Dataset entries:
* * *
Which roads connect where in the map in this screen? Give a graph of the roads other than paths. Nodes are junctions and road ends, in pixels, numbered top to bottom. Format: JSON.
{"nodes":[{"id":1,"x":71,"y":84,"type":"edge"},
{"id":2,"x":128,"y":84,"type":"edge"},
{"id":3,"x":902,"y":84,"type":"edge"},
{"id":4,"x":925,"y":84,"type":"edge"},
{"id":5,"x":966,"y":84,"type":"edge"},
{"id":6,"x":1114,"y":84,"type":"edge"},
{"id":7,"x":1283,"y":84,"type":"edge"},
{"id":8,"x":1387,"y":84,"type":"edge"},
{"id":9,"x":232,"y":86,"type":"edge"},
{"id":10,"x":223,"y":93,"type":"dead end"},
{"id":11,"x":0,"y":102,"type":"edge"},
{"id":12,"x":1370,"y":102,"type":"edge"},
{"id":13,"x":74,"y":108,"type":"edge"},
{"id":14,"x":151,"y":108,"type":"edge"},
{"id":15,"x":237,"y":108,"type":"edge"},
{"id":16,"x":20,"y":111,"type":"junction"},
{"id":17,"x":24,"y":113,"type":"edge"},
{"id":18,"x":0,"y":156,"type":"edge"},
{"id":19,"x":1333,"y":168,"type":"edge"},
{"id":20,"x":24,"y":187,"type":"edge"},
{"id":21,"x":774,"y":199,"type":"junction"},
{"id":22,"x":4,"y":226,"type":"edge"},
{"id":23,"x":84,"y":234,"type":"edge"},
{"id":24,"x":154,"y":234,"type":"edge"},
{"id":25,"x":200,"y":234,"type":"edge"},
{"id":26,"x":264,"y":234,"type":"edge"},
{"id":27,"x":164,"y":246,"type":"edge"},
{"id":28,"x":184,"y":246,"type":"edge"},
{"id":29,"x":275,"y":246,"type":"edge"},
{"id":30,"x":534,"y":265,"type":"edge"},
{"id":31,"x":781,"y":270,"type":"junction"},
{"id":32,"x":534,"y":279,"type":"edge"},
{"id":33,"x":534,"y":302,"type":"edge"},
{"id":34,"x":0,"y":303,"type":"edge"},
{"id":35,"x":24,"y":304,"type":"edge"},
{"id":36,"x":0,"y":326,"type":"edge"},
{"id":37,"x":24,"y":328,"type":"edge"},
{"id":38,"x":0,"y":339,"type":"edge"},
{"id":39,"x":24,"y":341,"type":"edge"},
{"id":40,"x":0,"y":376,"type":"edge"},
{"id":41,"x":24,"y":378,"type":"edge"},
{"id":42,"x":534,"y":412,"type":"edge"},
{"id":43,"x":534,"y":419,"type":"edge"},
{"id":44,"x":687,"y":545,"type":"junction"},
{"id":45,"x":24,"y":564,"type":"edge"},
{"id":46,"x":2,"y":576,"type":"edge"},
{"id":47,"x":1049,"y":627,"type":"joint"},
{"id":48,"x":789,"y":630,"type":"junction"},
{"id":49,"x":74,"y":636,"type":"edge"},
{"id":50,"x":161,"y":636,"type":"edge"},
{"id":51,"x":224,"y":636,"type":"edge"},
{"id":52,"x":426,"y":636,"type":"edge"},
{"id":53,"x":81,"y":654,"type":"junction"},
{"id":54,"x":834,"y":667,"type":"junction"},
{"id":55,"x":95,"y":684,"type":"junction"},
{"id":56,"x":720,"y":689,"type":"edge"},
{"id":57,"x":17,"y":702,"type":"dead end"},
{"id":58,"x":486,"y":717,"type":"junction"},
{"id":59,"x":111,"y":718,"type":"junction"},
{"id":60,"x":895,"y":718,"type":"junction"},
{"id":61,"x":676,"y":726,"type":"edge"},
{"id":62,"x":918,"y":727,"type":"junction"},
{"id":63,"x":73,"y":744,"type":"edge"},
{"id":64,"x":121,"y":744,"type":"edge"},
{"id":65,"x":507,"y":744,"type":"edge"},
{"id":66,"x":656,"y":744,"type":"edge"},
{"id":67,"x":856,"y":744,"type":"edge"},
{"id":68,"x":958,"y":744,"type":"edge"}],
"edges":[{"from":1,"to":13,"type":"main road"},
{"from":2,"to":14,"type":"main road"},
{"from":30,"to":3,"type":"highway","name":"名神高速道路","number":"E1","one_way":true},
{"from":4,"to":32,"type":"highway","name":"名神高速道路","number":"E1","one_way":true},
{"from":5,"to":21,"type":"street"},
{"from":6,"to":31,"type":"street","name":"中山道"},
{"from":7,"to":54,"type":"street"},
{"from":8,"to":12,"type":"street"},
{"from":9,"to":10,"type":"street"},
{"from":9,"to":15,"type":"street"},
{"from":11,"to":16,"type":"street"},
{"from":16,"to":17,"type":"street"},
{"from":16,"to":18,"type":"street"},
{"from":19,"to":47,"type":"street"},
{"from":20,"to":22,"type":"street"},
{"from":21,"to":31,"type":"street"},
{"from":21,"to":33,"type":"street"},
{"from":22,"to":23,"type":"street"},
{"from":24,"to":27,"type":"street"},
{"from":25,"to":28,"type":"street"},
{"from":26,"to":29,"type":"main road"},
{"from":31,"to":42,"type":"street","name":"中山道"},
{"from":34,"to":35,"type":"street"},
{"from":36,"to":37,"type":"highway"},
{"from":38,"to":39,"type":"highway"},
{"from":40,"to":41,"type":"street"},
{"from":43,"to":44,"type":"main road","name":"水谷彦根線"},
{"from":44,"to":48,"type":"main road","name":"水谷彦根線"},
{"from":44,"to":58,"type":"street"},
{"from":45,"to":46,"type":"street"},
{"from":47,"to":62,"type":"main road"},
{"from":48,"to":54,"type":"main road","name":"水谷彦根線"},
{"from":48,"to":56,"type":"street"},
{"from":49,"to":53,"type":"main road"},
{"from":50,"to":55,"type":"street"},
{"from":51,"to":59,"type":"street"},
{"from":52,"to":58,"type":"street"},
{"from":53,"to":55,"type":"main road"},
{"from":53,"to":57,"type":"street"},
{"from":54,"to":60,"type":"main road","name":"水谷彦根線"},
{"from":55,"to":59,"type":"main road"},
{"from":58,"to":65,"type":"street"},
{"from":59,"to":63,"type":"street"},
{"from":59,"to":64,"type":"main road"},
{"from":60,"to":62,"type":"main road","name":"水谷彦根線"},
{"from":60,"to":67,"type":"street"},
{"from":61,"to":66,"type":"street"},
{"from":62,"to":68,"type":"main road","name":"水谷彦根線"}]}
* * *
The task. Filter the entries down to the lines with the word "名神高速道路" in them, and copy those lines.

Exercise output.
{"from":30,"to":3,"type":"highway","name":"名神高速道路","number":"E1","one_way":true},
{"from":4,"to":32,"type":"highway","name":"名神高速道路","number":"E1","one_way":true},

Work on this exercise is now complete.